APC opened a new extension school in Sitio Kalasungay, Barangay San Vicente, Esperanza, Agusan del Sur in January 2014. Upon the appeal of Datu Man‐isyo, the tribal chieftain of Sitio Kalasungay, APC opened Kinder 1 up to Daweg A (Grade 1).

In the past years, the children in Kalasungay community, including the chieftain’s children, studied in APC, Bendum. Due to the long distance between Bendum and Kalasungay, which takes a day’s travel on foot in the Pantaron Range, the students have to stay in the dalēpaan in Bendum and only go home during school breaks.

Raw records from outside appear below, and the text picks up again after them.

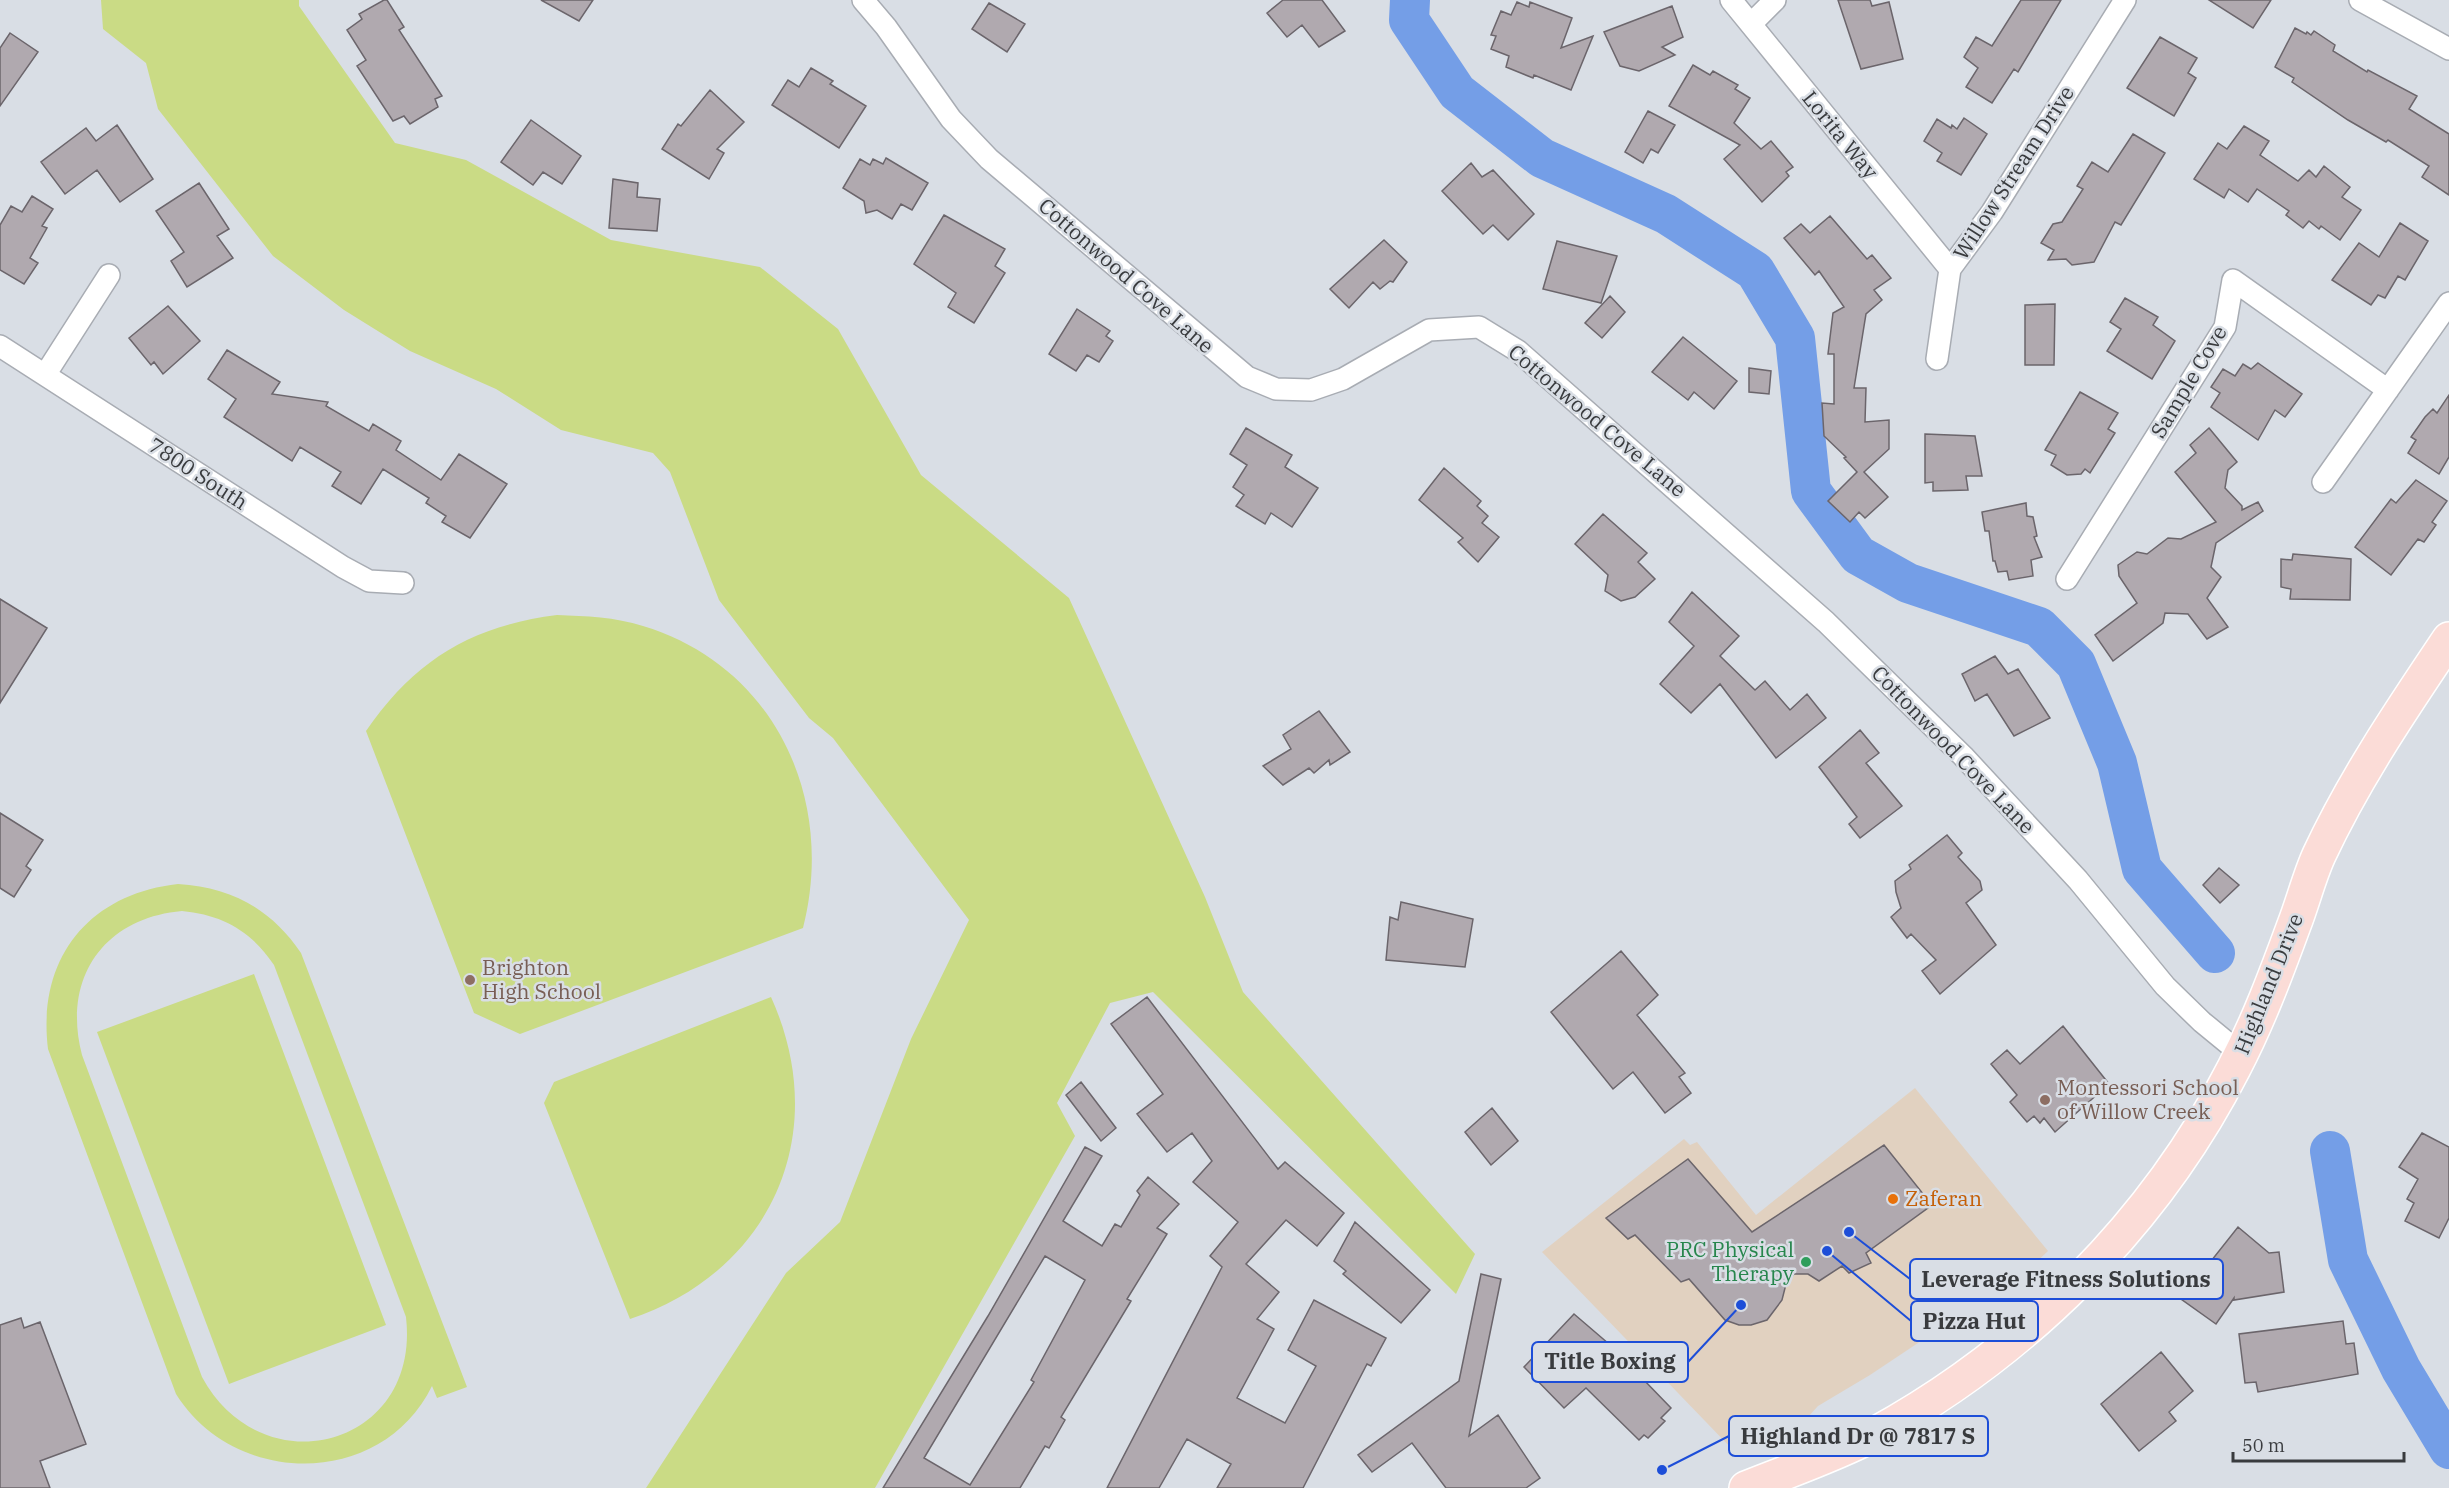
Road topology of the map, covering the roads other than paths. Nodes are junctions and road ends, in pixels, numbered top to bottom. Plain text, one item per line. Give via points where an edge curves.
1 (863, 0) edge
2 (1731, 0) edge
3 (1775, 0) edge
4 (2126, 0) edge
5 (2360, 0) edge
6 (1750, 24) junction
7 (2446, 42) edge
8 (1950, 269) junction
9 (109, 275) dead end
10 (2449, 303) edge
11 (0, 346) edge
12 (1937, 359) dead end
13 (45, 375) junction
14 (2388, 390) junction
15 (2323, 482) dead end
16 (2067, 579) dead end
17 (403, 583) dead end
18 (2449, 639) edge
19 (2241, 1054) junction
20 (1746, 1488) edge

1 - 19 street, Cottonwood Cove Lane via 951,119 989,159 1247,376 1276,389 1311,390 1344,380 1429,330 1479,327 1518,351 1843,638 1978,772 2078,880 2165,986
2 - 6 street, Lorita Way
3 - 6 street
4 - 8 street, Willow Stream Drive via 1992,212
5 - 7 street
6 - 8 street, Lorita Way
8 - 12 street, Willow Stream Drive
9 - 13 street
10 - 14 street
11 - 13 street, 7800 South
13 - 17 street, 7800 South via 343,567 369,581
14 - 15 street
14 - 16 street, Sample Cove via 2233,280 2225,327
18 - 19 main road, Highland Drive via 2362,769 2328,838
19 - 20 main road, Highland Drive via 2191,1143 2146,1205 2096,1265 2032,1324 1966,1375 1892,1424

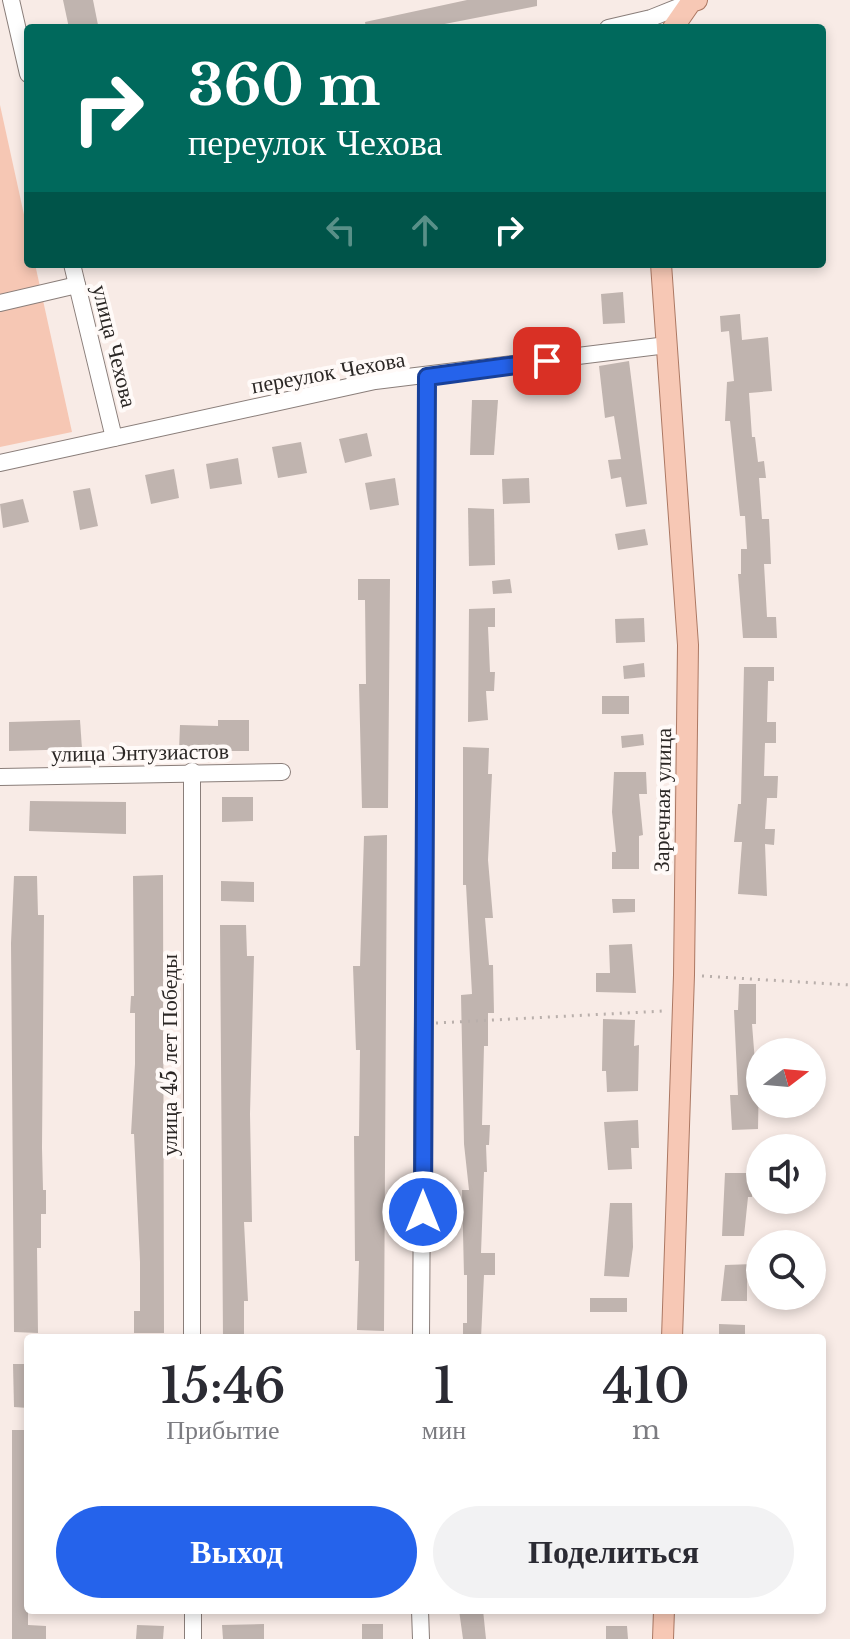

Datu Man‐isyo asked the local government to put up a school in their community. For a long time, the local government had been unresponsive and the chieftain had to seek other options. The chieftain directed this concern to Pedro Walpole.

As a response to the need for education of the indigenous children of Kalasungay and other neighboring community, Pedro, along with APC staff and teachers, visited the community and
agreed to put up an APC extension school. The APC provided the teachers for Kinder 1 up to Daweg A (Grade 2).

Kinder teacher, Ate Cecil, teaches spelling in Pulangiyen

Kinder teacher, Ate Cecil, teaches spelling in Pulangiyēn

The community contributed by constructing a school building and toilet facilities made from light materials. The school caters to children of Pulangiyēn, Higaonon, Adjawanēn, Maasamnēn, and other cultural groups. Having the APC extension school in their community in Kalasungay means the children do not need to walk all the way to Bendum at an early age but both younger children and adolescents can also join classes at home. When the children finish Daweg A, they can opt to continue studying in Bendum or pursue other venues such as youth skills and formative training.

Every month, APC Bendum teachers visit the APC Kalasungay as part of regular school monitoring and correspondence. The school has greatly improved, as reported by the teachers who recently visited, because the initiative and cooperation of the parents are greatly at work in the community.

They also continue to make the area more conducive to learning by maintaining the grounds and directing run‐off flows to avoid muddy grounds. Now, the school compound has become truly clean and green.

Like any remote area in the highlands, many valuable things still needs to be done in Kalasungay. The great value the community puts in education and the dreams they have for their children outweighs most of the challenges they face. They will continue to work for the education of their children and APC will be with them every step of the way.